Free Talk at NJIT: UCLA Scientist To Outline Future of Computer Networking
Computer scientist Deborah Estrin, PhD, professor of computer science at University of California, Los Angeles, will discuss computer networking systems at New Jersey Institute of Technology (NJIT) on March 21, 2007, at 2:30 p.m. in the NJIT Campus Center Ballroom. Estrin will focus on remote sensing and wireless networking systems that allow people to sense the world—including natural, human and built environments. The free event is open to the public. For more information, contact Talina Knox at 973-642-4671.
Miniaturization and Moore’s law have enabled researchers to combine sensing, computation and wireless communication in integrated, low-power devices and to embed networks of these devices in the physical world. By placing sensing devices up close to the physical phenomena, researchers can study details in space and time that were previously unobservable.
Looking back over the past few years, researchers have made significant progress toward the vision of programmable, multi-modal, multi-scale, and multi-use observatories. The greatest strides in these applications have used judicious application of server-side and in-situ processing, mobility at multiple scales, and multi-scale data and models as context for in-situ measurements. Estrin’s presentation will discuss how scientists now apply these lessons learned and technical approaches to human and natural systems, in particular by exploring use of the installed base of image and acoustic sensors that most people now carry in pockets, on belts and cell phones.
Estrin, who received her PhD in computer science from the Massachusetts Institute of Technology, is currently professor of computer science at UCLA. She holds the Jon Postel Chair in Computer Networks and is founding director of the National Science Foundation-funded Center for Embedded Networked Sensing (CENS). Before joining UCLA she was a member of the computer science department at University of Southern California.

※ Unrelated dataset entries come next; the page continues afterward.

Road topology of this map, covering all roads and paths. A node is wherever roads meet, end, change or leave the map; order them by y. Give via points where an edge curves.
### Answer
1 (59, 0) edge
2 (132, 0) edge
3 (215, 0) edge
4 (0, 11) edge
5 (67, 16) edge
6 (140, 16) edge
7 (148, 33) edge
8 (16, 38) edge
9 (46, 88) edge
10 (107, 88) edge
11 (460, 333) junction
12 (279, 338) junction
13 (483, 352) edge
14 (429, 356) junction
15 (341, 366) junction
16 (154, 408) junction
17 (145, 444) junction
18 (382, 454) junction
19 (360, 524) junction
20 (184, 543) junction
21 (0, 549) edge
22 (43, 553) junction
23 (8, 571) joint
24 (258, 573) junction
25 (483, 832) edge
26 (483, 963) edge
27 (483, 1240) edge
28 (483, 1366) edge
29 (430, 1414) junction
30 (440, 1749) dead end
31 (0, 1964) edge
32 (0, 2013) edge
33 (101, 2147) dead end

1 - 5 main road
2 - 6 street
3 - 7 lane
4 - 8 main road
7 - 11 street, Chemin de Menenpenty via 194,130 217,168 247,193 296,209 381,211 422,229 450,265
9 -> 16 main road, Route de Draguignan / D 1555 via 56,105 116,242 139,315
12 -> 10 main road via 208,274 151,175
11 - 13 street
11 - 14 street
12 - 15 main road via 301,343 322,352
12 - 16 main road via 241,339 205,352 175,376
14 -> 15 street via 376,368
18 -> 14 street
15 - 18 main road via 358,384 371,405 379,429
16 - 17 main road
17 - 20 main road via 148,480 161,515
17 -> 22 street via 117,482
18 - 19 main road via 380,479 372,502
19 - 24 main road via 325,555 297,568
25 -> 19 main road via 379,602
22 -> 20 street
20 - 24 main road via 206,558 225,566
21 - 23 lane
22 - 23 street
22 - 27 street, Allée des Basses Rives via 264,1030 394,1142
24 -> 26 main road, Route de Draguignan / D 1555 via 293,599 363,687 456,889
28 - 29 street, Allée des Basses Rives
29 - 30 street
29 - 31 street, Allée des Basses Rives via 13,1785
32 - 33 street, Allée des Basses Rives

Since the late 1990’s, Estrin has collaborated with colleagues and students to develop protocols and systems architectures needed to realize rapidly-deployable and robustly-operating networks of physically-embedded devices. She is interested in the application of spatially and temporally dense embedded sensors to environmental monitoring. Most recently this work includes participatory-sensing systems, based on automated, programmable, and adaptive collection of environmental, physiological, and social parameters at the personal and community levels.
Event sponsors are Murray Center for Women in Technology Lillian Gilbreth Colloquium at NJIT, the NJIT ADVANCE Program and Albert Dorman Honors College.